”Angela’s Ashes,” Frank McCourt’s harrowing and poetic memoir of that woeful childhood, has sold over 5 million copies around the world — not bad for a book about a boy growing up in a Limerick slum with no cash, no food, and only sporadic appearances from an alcoholic father. Now the McCourt family’s struggle with destitution has become a $25 million Hollywood movie. Normally, muses McCourt, ”it’s not the kind of movie that Hollywood takes to its bosom. At least in ‘The Grapes of Wrath’ with Henry Fonda, everybody was warm and dry and they wound up in California.” Misery loves company, sure, but the company usually doesn’t fall head over heels for misery.
Ironically, misery was hard to come by when director Alan Parker journeyed through Ireland to scout locations for ”Angela’s Ashes.” He’d had no trouble tracking down Dublin squalor when he shot ”The Commitments” in 1990, but a decade’s worth of prosperity had made the Emerald Isle gleam. Because McCourt’s old neighborhood in Limerick is gone, the crew built a slum right off the river Liffey in Dublin.
”It was an amazing set, with lots of drains to take away all the puddles,” says Emily Watson, who plays Angela McCourt, the film’s iron-spined matriarch. ”I was just soaking — cold and wet, and there were rain machines on all the time. And of course the house was always flooded; we were up to our ankles in water, trudging about.” Factor in a pack of shrieking infants and you’ve got what sounds like an actor’s nightmare — or, in Watson’s case, paradise. ”It was a great way for me to get into character, because that was Angela’s life,” says the twice-Oscar-nominated star of ”Breaking the Waves” and ”Hilary and Jackie.” ”You can’t be pretentious about your work if you’ve got four or five children under 6 going ‘Waaaaa!’ — screaming at your feet. You’ve got to get on with it.”

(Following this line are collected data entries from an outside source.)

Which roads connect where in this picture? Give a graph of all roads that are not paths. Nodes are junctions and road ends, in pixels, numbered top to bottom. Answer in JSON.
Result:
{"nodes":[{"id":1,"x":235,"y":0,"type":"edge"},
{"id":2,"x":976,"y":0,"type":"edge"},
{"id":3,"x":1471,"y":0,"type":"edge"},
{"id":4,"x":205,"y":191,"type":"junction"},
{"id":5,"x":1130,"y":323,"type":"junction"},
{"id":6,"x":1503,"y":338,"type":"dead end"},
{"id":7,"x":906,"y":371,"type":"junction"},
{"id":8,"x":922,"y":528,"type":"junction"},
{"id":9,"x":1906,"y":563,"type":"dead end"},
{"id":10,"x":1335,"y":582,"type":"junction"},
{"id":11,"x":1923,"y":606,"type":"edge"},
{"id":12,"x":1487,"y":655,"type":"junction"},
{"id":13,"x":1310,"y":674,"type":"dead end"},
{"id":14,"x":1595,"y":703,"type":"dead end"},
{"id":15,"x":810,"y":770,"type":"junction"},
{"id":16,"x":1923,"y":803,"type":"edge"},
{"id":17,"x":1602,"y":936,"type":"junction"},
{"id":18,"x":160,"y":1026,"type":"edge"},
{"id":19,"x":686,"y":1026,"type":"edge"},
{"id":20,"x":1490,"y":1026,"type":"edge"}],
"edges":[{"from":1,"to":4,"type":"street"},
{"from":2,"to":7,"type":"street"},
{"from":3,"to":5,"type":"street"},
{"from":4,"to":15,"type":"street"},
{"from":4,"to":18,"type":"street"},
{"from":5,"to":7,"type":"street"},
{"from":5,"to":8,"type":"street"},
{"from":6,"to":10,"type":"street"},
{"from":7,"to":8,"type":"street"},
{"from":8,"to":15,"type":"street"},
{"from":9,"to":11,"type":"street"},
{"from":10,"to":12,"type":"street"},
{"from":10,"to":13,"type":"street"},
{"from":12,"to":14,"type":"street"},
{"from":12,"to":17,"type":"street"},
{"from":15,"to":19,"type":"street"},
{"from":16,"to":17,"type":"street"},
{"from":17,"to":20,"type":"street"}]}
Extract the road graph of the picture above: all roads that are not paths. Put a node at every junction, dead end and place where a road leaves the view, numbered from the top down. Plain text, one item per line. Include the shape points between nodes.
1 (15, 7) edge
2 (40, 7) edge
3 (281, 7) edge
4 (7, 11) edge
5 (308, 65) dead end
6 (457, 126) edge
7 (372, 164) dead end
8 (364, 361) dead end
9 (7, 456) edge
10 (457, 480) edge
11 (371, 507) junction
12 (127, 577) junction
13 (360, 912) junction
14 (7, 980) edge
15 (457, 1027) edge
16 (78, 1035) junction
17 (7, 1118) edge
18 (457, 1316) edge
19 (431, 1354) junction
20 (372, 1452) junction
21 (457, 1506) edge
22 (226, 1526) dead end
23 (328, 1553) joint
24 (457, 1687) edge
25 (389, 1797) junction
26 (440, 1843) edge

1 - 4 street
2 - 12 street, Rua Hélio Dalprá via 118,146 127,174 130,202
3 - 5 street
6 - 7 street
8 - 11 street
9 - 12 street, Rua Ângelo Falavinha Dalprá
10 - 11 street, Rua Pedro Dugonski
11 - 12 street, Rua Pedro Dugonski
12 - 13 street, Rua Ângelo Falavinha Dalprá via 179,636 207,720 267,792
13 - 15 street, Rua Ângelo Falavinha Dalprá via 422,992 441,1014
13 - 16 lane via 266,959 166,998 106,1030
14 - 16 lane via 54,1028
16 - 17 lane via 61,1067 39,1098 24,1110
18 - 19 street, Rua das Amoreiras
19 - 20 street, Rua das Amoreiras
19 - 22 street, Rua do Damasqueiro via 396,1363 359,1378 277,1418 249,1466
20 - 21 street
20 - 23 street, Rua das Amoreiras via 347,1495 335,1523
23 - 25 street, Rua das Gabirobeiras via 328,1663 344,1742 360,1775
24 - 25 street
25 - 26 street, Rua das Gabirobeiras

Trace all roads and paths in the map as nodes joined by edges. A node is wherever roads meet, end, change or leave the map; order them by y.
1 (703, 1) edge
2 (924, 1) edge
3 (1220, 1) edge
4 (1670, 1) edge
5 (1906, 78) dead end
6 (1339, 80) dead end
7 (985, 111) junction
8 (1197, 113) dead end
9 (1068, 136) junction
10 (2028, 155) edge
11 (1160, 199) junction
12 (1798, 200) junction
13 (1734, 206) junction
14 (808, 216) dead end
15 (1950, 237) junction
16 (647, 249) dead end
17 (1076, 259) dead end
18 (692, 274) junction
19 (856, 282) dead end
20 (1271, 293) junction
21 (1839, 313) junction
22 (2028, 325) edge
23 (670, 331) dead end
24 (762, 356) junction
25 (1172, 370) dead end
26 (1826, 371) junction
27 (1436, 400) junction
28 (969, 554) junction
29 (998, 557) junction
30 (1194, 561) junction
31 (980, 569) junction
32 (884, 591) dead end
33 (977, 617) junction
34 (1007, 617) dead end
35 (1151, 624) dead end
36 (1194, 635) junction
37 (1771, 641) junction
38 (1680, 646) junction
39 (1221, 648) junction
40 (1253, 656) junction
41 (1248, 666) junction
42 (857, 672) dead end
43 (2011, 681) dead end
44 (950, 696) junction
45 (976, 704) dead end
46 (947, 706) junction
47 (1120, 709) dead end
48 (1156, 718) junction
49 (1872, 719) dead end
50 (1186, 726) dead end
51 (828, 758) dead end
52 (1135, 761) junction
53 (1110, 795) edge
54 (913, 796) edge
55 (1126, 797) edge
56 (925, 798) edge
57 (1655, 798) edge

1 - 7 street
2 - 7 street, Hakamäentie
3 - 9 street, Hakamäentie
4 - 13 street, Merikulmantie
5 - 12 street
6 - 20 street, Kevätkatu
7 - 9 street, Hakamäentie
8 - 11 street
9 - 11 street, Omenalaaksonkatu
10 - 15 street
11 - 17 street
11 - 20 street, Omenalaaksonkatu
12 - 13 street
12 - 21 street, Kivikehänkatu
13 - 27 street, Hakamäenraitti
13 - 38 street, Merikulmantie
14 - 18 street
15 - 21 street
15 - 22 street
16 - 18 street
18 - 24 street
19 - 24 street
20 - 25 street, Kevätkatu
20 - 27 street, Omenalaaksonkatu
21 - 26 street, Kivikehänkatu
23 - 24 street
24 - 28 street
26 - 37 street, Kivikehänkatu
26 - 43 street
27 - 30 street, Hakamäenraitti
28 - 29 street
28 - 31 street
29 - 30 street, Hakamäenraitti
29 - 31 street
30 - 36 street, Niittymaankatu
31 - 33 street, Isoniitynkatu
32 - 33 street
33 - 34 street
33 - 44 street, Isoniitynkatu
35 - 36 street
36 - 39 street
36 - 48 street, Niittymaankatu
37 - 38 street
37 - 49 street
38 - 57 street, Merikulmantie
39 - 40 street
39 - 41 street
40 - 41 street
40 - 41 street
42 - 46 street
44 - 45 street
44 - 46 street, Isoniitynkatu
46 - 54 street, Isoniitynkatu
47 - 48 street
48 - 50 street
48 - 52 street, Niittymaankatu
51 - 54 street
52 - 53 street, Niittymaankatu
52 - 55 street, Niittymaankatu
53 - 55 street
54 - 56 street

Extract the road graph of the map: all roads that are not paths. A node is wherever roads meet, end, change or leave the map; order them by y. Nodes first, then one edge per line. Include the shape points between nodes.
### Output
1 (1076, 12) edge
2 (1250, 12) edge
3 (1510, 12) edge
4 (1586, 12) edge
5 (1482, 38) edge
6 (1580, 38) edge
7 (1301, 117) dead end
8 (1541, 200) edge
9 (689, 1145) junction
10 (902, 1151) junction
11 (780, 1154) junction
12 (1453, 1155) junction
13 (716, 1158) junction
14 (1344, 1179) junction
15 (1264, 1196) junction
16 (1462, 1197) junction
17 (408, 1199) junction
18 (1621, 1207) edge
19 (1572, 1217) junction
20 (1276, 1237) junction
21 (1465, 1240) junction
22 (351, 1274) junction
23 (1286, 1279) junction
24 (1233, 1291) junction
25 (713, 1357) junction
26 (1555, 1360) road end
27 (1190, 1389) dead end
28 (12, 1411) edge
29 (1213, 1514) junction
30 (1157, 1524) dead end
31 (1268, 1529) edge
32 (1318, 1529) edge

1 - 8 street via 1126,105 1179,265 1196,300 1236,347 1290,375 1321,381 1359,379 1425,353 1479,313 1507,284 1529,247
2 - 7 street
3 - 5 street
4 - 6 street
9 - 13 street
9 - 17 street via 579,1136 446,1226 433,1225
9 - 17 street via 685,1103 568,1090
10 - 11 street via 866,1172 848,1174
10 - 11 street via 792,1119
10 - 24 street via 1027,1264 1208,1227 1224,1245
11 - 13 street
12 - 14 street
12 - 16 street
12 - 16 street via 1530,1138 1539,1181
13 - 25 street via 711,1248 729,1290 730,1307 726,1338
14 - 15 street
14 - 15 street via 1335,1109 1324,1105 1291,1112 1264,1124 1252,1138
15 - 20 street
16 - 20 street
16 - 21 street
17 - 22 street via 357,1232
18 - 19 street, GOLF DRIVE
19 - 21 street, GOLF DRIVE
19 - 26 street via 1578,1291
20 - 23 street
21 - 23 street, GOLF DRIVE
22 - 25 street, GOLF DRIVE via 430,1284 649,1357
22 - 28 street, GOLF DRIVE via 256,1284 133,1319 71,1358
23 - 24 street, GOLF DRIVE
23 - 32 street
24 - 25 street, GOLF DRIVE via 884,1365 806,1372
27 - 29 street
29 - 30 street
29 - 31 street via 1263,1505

At this point it should be clear to watchful initiates of the ”Angela’s” cult that yes, Parker did stay true to both the lyricism and the grit of McCourt’s book. ”It’s not sentimental,” says coproducer Scott Rudin, the prolific mogul who’s also unspooling this season’s ”Sleepy Hollow.” ”That was the biggest trap, I think — to make it sort of goopy. Alan avoided that.” As for those who fret that it could be a mite too depressing? Well, says Watson, ”I think you’d be much more concerned if you found that we’d watered it down for the great sentimental public.”
When it came to casting the lead, Parker stuck to the homeland: Three young Irish actors — Joe Breen, Ciaran Owens, and Michael Legge — play Frank McCourt in different phases of his childhood. Breen, 9, rode in for an audition after milking the cows on his family’s farm in County Wexford; Parker plucked him out of roughly 15,000 candidates. As for Owens, 13, and Legge, 20, they were already seasoned acting pros in Ireland. Owens, in fact, hails from a burgeoning dynasty of the Irish cinema: His brother Eamonn had the lead role in 1998’s ”The Butcher Boy.”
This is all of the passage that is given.